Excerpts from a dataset
==========

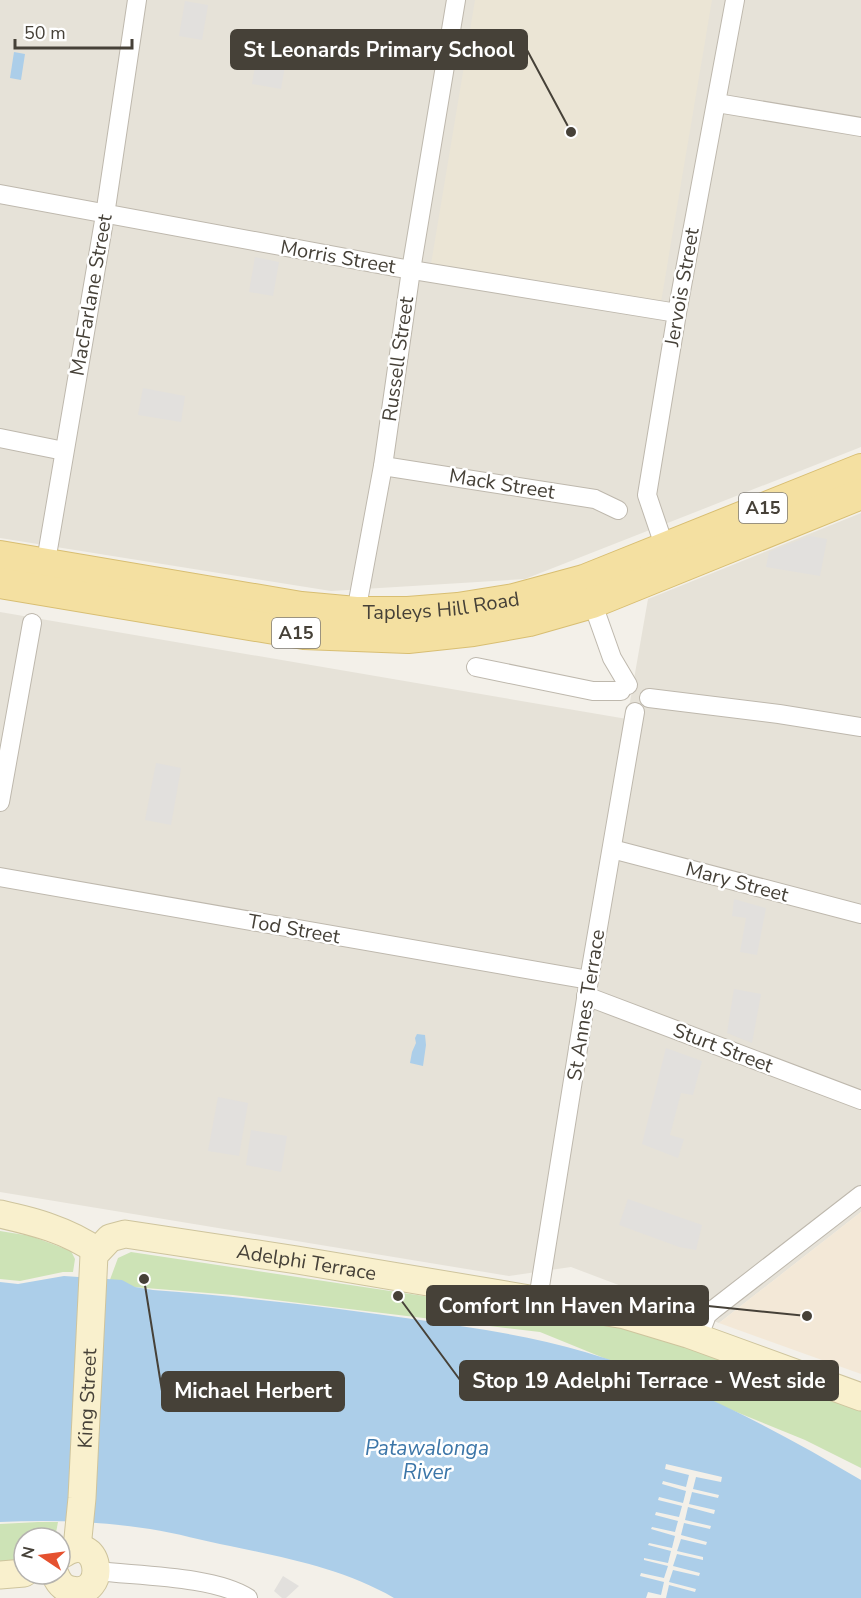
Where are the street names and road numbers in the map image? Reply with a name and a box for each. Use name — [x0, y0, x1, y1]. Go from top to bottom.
street label: MacFarlane Street — [64, 211, 119, 378]
street label: Jervois Street — [658, 225, 706, 349]
street label: Morris Street — [278, 234, 399, 281]
street label: Russell Street — [376, 294, 420, 423]
street label: Mack Street — [447, 462, 558, 506]
road number: A15 — [739, 493, 787, 523]
street label: Tapleys Hill Road — [363, 585, 521, 626]
road number: A15 — [272, 618, 320, 648]
street label: Mary Street — [683, 855, 792, 909]
street label: Tod Street — [246, 908, 343, 951]
street label: St Annes Terrace — [561, 927, 611, 1083]
street label: Sturt Street — [669, 1017, 778, 1080]
street label: Adelphi Terrace — [235, 1238, 378, 1287]
street label: King Street — [71, 1347, 103, 1449]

==========

> **Assigned task**
Go through the data above and transcribe it in full, omitting any image.

> **Reply**
Where are the street names and road numbers in the map image? Reply with a name and a box for each. Use name — [x0, y0, x1, y1]. Go from top to bottom.
street label: MacFarlane Street — [64, 211, 119, 378]
street label: Jervois Street — [658, 225, 706, 349]
street label: Morris Street — [278, 234, 399, 281]
street label: Russell Street — [376, 294, 420, 423]
street label: Mack Street — [447, 462, 558, 506]
road number: A15 — [739, 493, 787, 523]
street label: Tapleys Hill Road — [363, 585, 521, 626]
road number: A15 — [272, 618, 320, 648]
street label: Mary Street — [683, 855, 792, 909]
street label: Tod Street — [246, 908, 343, 951]
street label: St Annes Terrace — [561, 927, 611, 1083]
street label: Sturt Street — [669, 1017, 778, 1080]
street label: Adelphi Terrace — [235, 1238, 378, 1287]
street label: King Street — [71, 1347, 103, 1449]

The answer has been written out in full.